CYPRUS may expect further sovereign credit rating cuts in the future as the lack of tangible signs of progress in negotiations over possible fiscal consolidation measures causes uncertainty, according to economist Alexandros Apostolides.
“Markets are afraid of uncertainty. As long as things are being discussed and problems are not solved, things get worst,” said Apostolides who teaches economics at the European University of Cyprus. “If we do not take dynamic action now we will face more downgrades.”
Standard & Poor’s Ratings Services downgrading of Cyprus from ‘A+’ to ‘A’ on November 16 indicates that Cyprus is now in the “first phase of a probation period” and must therefore demonstrate better fiscal conduct, Apostolides said. “The government’s focus should therefore be on emphasising to the markets that they are willing to take all the bold actions required to tackle the financial problems of Cyprus in the area of the budget.”
Getting a country’s record clean again is hard once it has been punished with a downgrade of its credit rating, he said. “It is much easier to be kept downgraded than to be reinstated as a prime financial security.”
Apostolides’ warning comes as the government coalition is yet to take final decisions on the 2011 budget. A fiscal consolidation package to cut the deficit by 150 million euros to 4.5 per cent of gross domestic product is still a major cause of friction within the coalition. Communist party AKEL insists on introducing a bank tax, while minor coalition partner DIKO argues in favour of spending cuts.

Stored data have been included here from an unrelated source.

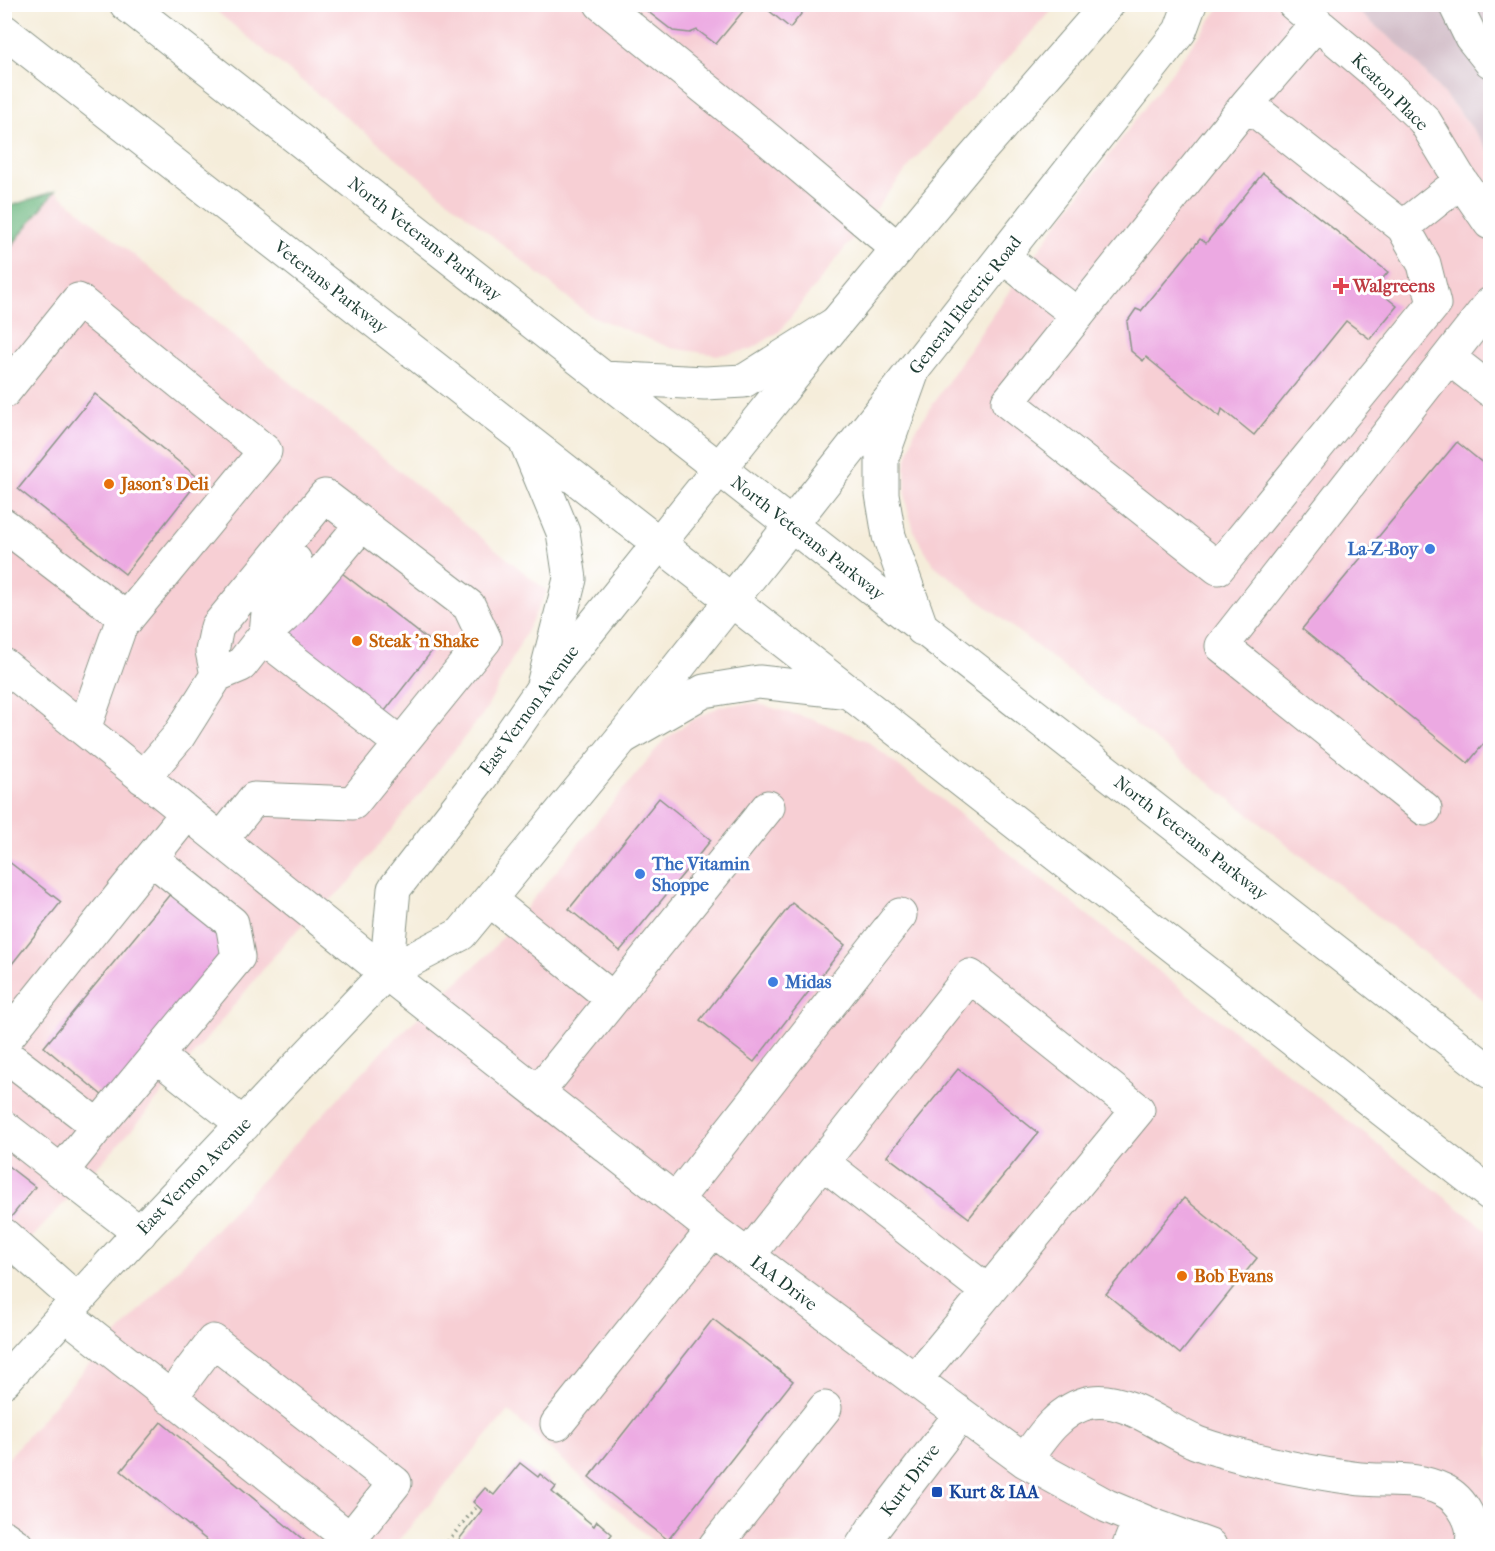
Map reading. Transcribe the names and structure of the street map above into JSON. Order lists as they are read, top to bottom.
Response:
{
  "streets": {
    "main road": [
      "Keaton Place",
      "North Veterans Parkway",
      "Veterans Parkway",
      "General Electric Road",
      "East Vernon Avenue",
      "IAA Drive",
      "Kurt Drive"
    ]
  },
  "crossings": [
    ["North Veterans Parkway", "General Electric Road"],
    ["North Veterans Parkway", "East Vernon Avenue"],
    ["Veterans Parkway", "East Vernon Avenue"],
    ["General Electric Road", "East Vernon Avenue"],
    ["East Vernon Avenue", "IAA Drive"],
    ["IAA Drive", "Kurt Drive"]
  ],
  "places": {
    "health": ["Walgreens"],
    "other": [
      "Jason's Deli",
      "La-Z-Boy",
      "Steak 'n Shake",
      "The Vitamin Shoppe",
      "Midas",
      "Bob Evans"
    ],
    "transit": ["Kurt & IAA"]
  }
}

The meeting of the two coalition partners on Friday afternoon, the first after S&P’s rating cut, with minister of finance Charilaos Stavrakis to discuss fiscal consolidation measures he proposed six days ago, failed to reach any final decisions.
Just the discussion of “whether banks are taxed or not, also creates uncertainty and uncertainty makes markets nervous,” Apostolides said. In addition, the economy may be caught in a vicious circle as “in the light of the downgrade and the expected increase of external borrowing cost, the government needs to further reduce expenditure, more than it planned for in the forthcoming budget”.
The implementation of the government’s proposal to tax banks based either on their assets or liabilities or profit may also create another vicious circle. Such taxation may weaken the soundness of the financial sector which served in recent years as the economy’s locomotive, according to Bernard Musyck, associate professor of economics at Frederick University. “The government risks damaging the economy if it undermines the banking sector by taxing,” he said.
Cyprus’ financial sector grew 4.9 per cent and was the most dynamic sector of the economy last year when the economy shrank 1.7 per cent. Standard & Poor’s justified its decision to downgrade Cyprus’ credit rating on the grounds of the size of the financial system’s size - seven times Cypriot GDP - and its exposure to Greek assets.
Already, the downgrade itself may serve as a signal of caution to depositors, according to Musyck. “It may directly affect the mood of potential and existing depositors that the banks could be contaminated by the problems affecting the financial sector in Greece.”